In June 2015 the MAR Leadership Program launched the 2015 Call for Applications.  The 2015 cohort’s theme is mangrove conservation and valuation. MAR Leadership’s goal is to conserve 20% of the existing mangrove cover in the (MAR) over the next five years by reducing deforestation and degradation of mangrove ecosystem services (ecotourism, coastal protection, fisheries, blue carbon, aquifer protection) and addressing threats to mangroves through a range of strategies and projects advanced by selected Fellows.  A total of 167 people contacted us for information and we received 49 complete applications.  22 people were interviewed through Skype and 19 candidates were interviewed in person.  From the 49 applications, 47% were from Mexico, 33% from Honduras, 12% from Guatemala and 8% from Belize.  13 fellows were selected for the 2015 cohort: five from Mexico (Rebeca, Minerva, Blanca, Jennifer and Carlos), three from Guatemala (César, Guillermo and José), three from Honduras (Mayra, Óscar and Anuar) and two from Belize (Ralna and Cecilia). Four fellows represent the government sector, two the private sector and seven the NGOs. Seven fellows are women and six are men.

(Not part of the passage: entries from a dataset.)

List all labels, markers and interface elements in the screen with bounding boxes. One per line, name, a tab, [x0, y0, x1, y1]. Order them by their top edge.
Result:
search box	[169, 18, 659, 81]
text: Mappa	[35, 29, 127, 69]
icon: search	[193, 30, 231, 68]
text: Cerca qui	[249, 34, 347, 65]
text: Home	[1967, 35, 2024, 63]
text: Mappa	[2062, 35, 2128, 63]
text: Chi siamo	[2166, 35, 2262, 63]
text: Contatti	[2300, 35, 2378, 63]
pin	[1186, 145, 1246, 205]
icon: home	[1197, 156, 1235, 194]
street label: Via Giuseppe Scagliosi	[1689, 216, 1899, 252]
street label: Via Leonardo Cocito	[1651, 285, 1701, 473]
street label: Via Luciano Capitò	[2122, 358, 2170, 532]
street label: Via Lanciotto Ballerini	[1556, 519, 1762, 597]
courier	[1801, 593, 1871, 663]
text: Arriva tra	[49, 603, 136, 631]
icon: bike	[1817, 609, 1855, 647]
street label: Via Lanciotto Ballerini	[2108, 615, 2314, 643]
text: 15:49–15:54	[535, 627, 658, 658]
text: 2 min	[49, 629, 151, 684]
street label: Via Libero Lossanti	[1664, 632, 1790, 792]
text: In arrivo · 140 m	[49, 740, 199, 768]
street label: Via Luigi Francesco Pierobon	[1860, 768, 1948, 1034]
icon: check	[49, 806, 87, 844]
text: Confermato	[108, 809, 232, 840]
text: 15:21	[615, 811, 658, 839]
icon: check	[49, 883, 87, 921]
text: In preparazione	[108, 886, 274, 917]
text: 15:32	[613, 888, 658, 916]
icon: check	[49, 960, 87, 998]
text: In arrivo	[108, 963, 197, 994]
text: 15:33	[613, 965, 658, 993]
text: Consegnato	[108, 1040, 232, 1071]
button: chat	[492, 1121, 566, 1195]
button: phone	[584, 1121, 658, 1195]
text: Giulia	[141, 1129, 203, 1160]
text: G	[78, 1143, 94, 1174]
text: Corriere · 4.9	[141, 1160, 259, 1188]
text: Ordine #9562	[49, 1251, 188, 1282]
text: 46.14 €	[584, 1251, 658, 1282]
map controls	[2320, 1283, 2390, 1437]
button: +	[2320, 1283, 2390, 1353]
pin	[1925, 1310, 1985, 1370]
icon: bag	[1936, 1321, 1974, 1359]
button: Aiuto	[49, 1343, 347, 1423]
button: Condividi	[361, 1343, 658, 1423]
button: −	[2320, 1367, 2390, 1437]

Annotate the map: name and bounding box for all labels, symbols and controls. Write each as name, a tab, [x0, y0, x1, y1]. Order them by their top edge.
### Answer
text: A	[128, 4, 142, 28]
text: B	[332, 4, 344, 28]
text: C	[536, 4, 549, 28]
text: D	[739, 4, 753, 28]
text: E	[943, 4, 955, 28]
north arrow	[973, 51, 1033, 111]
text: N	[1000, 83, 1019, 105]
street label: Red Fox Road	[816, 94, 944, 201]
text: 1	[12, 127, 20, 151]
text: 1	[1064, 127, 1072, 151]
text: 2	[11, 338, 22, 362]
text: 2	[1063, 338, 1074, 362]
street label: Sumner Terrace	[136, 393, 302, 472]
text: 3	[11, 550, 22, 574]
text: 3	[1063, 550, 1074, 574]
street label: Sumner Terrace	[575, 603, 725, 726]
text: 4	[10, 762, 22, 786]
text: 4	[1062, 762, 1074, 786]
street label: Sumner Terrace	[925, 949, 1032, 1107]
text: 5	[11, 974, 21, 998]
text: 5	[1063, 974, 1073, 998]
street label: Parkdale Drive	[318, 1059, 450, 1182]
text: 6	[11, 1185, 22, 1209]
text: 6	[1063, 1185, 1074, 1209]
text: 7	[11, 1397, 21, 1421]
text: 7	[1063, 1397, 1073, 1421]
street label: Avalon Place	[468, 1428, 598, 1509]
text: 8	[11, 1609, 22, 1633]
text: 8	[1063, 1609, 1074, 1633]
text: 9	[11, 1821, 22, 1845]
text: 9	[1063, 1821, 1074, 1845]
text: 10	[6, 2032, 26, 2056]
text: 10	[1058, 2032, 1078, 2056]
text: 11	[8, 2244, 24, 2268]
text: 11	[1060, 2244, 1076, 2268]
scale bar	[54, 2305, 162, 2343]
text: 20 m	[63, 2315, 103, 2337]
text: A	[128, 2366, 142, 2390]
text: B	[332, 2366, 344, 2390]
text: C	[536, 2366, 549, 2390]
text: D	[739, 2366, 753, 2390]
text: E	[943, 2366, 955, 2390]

2015 cohort Induction workshop

We had a great start of the 2015 cohort cycle!

The induction workshop took place 5-12 September in Cancun, Mexico. In the first section of the workshop Fellows were introduced to Mexican Fund and the MAR Leadership Program. They were also trained on Leadership styles by the MAR Leadership Program Director and on Storytelling by former National Geographic Magazine Editor.

In the middle of the week we went to the Biosphere Reserve of Sian Ka'an where we learned about the community tourism project led by Vicente Ferreyra (MAR Fellow 2010) and Community Tours. We hike through the archaeological site of Muyil and the jungle in an interpretive trail. We crossed the turquoise Chunyaxche lagoon and floated in the fresh water canal between red mangroves. The field trip ended with a local lunch and the presentations of Community Tours Operations Director and Community Leader and the Omar Ortiz, Director of the Biosphere Reserve of Sian Ka'an (CONANP).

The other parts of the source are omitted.